### Requirement
Scan the records that follow, and whenever a line has the word "give", copy it.

[Stored items]
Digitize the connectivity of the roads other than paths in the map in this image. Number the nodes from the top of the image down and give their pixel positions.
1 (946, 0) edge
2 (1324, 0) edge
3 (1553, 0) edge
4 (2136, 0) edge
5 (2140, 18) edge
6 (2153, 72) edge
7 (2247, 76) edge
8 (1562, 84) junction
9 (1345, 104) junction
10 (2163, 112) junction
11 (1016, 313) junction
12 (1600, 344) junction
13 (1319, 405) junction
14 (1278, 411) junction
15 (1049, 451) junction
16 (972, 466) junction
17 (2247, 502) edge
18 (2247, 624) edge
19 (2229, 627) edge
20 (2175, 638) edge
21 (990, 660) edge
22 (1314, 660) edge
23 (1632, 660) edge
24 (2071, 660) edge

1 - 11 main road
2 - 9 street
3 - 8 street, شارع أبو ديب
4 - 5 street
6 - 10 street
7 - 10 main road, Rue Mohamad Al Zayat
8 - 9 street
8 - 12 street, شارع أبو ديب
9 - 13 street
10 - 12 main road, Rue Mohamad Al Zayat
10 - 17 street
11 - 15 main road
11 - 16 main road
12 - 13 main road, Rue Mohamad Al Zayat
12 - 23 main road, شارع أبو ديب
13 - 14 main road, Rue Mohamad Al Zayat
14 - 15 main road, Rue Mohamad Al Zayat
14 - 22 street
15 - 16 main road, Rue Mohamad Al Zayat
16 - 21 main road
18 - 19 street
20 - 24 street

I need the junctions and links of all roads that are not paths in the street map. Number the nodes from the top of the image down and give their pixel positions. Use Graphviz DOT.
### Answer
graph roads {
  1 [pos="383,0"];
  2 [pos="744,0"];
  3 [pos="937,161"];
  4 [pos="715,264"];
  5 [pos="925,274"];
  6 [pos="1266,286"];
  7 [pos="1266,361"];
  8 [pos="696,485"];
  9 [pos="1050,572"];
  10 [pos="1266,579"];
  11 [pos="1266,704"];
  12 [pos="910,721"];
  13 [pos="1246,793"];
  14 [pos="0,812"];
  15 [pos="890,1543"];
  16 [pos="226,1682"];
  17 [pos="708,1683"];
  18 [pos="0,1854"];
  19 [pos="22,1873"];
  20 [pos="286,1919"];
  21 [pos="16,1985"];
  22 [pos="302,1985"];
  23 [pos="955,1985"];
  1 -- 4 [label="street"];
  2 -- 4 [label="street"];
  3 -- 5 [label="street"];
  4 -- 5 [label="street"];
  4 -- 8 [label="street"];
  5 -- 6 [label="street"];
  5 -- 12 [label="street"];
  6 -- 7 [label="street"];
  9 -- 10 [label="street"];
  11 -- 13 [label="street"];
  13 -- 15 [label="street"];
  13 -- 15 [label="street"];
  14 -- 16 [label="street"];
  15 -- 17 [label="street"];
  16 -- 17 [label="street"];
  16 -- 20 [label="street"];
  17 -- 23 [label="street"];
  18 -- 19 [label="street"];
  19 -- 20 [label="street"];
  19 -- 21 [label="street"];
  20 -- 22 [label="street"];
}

### Result of the task
Digitize the connectivity of the roads other than paths in the map in this image. Number the nodes from the top of the image down and give their pixel positions.
I need the junctions and links of all roads that are not paths in the street map. Number the nodes from the top of the image down and give their pixel positions. Use Graphviz DOT.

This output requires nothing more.